_WORK TO COMPLETE:_ Every record below, from first to last, should be copied exactly; leave the pictures out.

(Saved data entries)
_ _ _ _ _ _ _
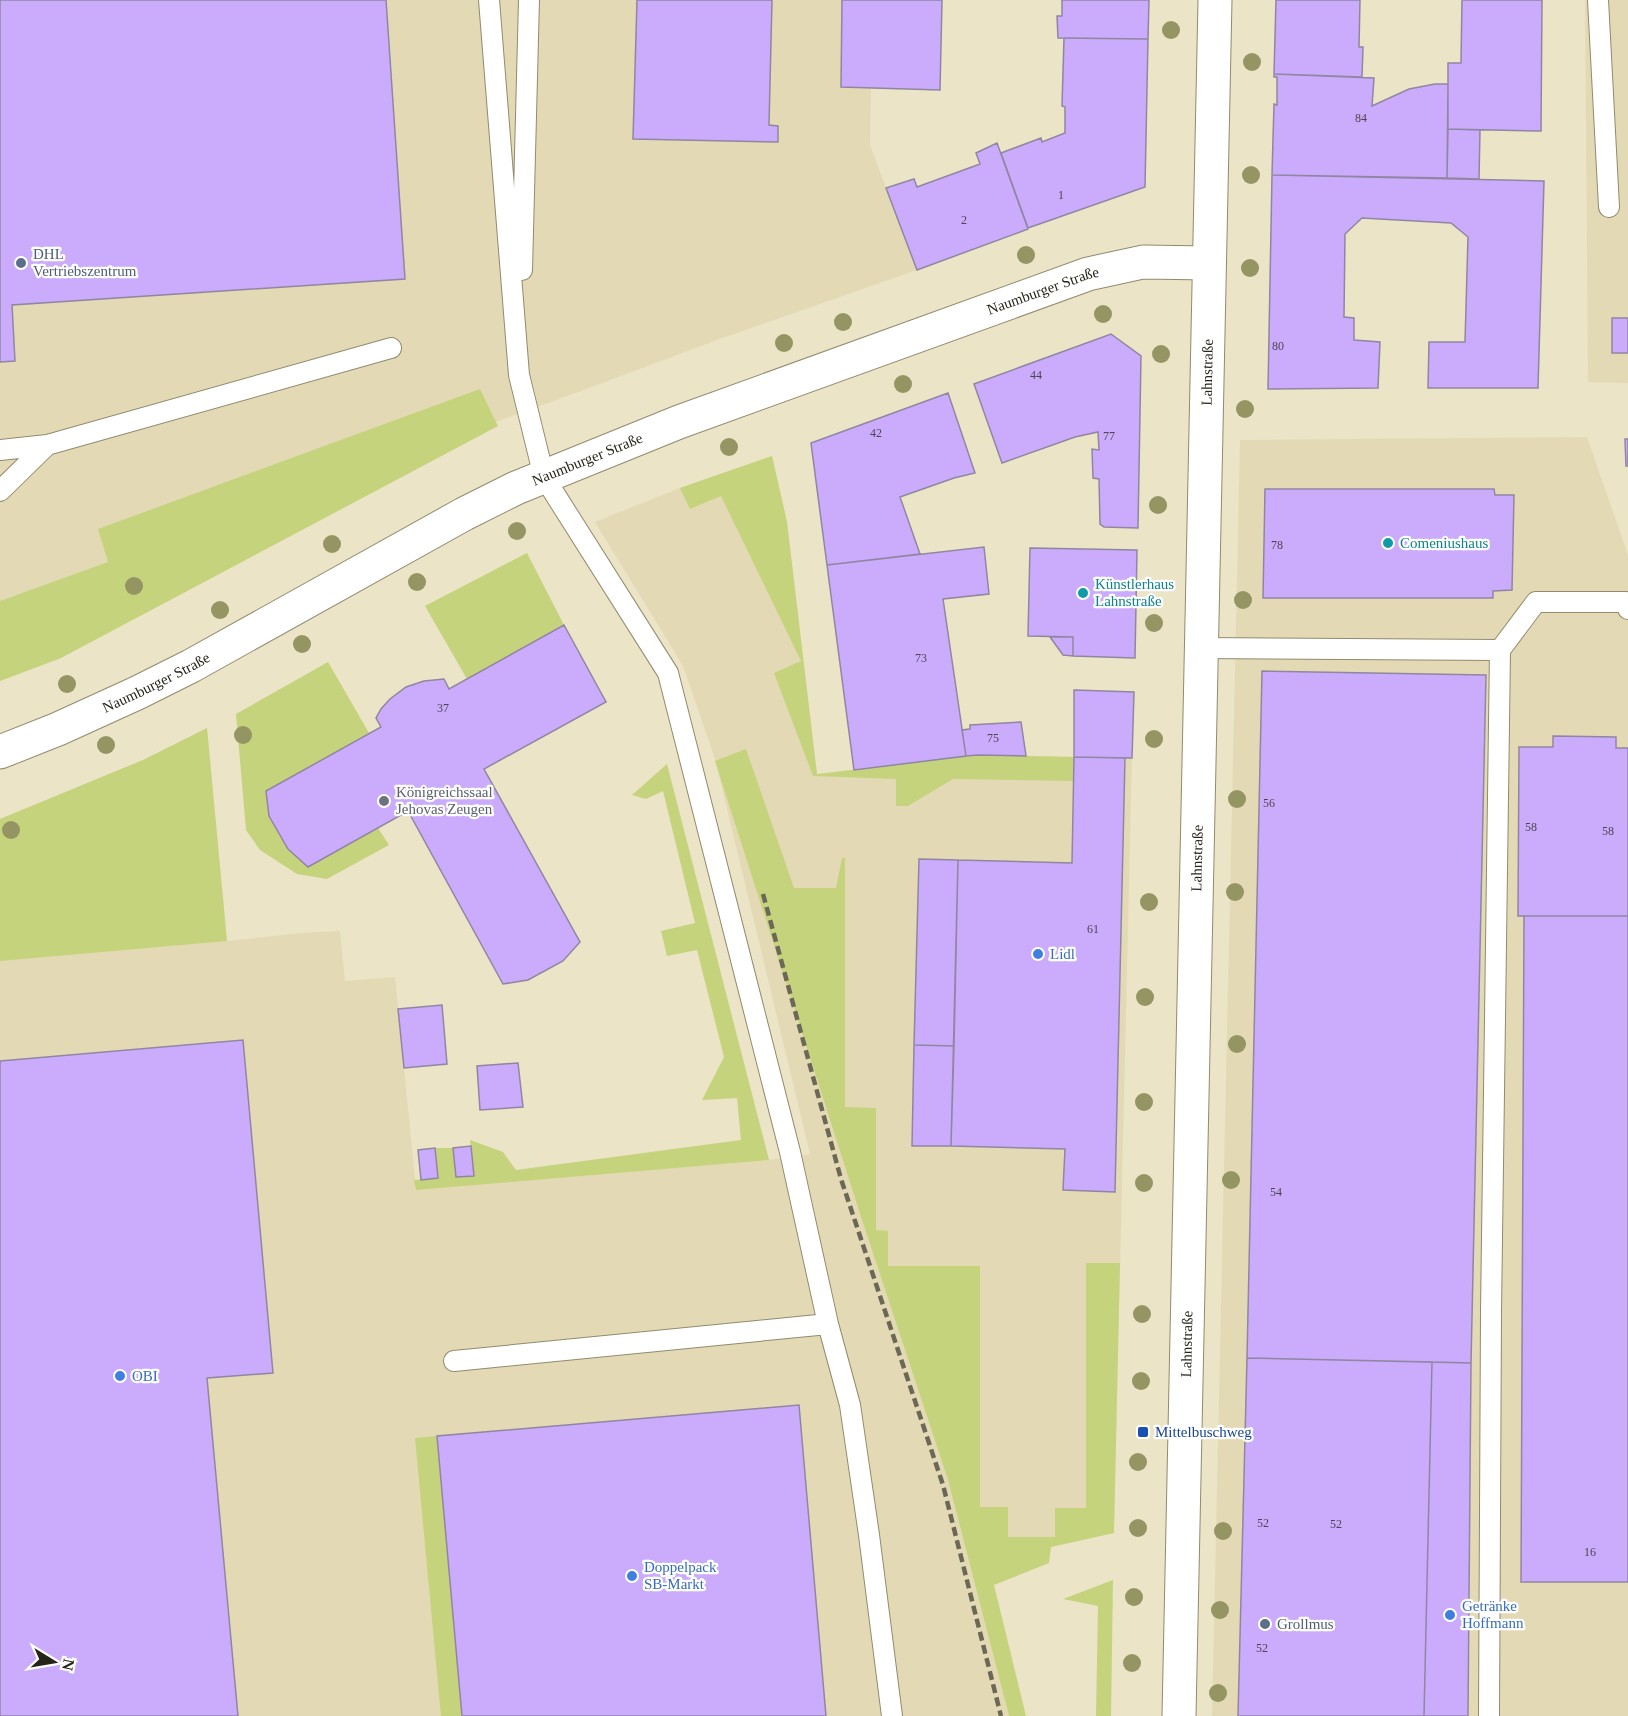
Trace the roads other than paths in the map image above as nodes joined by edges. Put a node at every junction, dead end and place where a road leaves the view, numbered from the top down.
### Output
1 (489, 0) edge
2 (529, 0) edge
3 (1215, 0) edge
4 (1598, 0) edge
5 (1609, 207) dead end
6 (1209, 263) junction
7 (391, 348) dead end
8 (519, 375) junction
9 (47, 445) junction
10 (0, 450) edge
11 (544, 477) junction
12 (0, 491) edge
13 (1628, 609) edge
14 (1202, 648) junction
15 (1500, 650) junction
16 (0, 752) edge
17 (828, 1324) junction
18 (453, 1361) dead end
19 (892, 1716) edge
20 (1179, 1716) edge
21 (1489, 1716) edge

1 - 8 lane
2 - 8 lane
3 - 6 street, Lahnstraße
4 - 5 lane
6 - 11 street, Naumburger Straße
6 - 14 street, Lahnstraße
7 - 9 lane
8 - 11 lane
9 - 10 lane
9 - 12 lane
11 - 16 street, Naumburger Straße
11 - 17 lane
13 - 15 lane
14 - 15 lane
14 - 20 street, Lahnstraße
15 - 21 lane
17 - 18 lane
17 - 19 lane

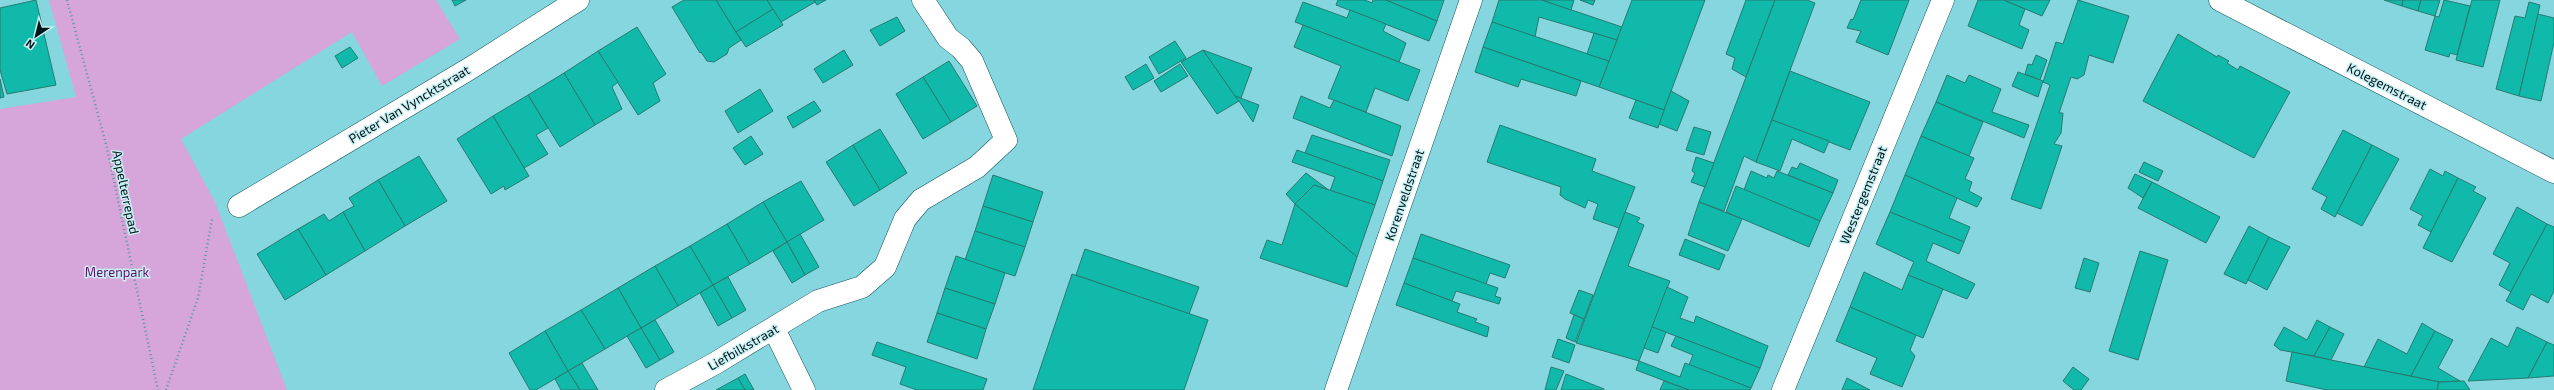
_ _ _ _ _ _ _
_SOLUTION TO THIS PROBLEM:_
Trace the roads other than paths in the map image above as nodes joined by edges. Put a node at every junction, dead end and place where a road leaves the view, numbered from the top down.
### Output
1 (489, 0) edge
2 (529, 0) edge
3 (1215, 0) edge
4 (1598, 0) edge
5 (1609, 207) dead end
6 (1209, 263) junction
7 (391, 348) dead end
8 (519, 375) junction
9 (47, 445) junction
10 (0, 450) edge
11 (544, 477) junction
12 (0, 491) edge
13 (1628, 609) edge
14 (1202, 648) junction
15 (1500, 650) junction
16 (0, 752) edge
17 (828, 1324) junction
18 (453, 1361) dead end
19 (892, 1716) edge
20 (1179, 1716) edge
21 (1489, 1716) edge

1 - 8 lane
2 - 8 lane
3 - 6 street, Lahnstraße
4 - 5 lane
6 - 11 street, Naumburger Straße
6 - 14 street, Lahnstraße
7 - 9 lane
8 - 11 lane
9 - 10 lane
9 - 12 lane
11 - 16 street, Naumburger Straße
11 - 17 lane
13 - 15 lane
14 - 15 lane
14 - 20 street, Lahnstraße
15 - 21 lane
17 - 18 lane
17 - 19 lane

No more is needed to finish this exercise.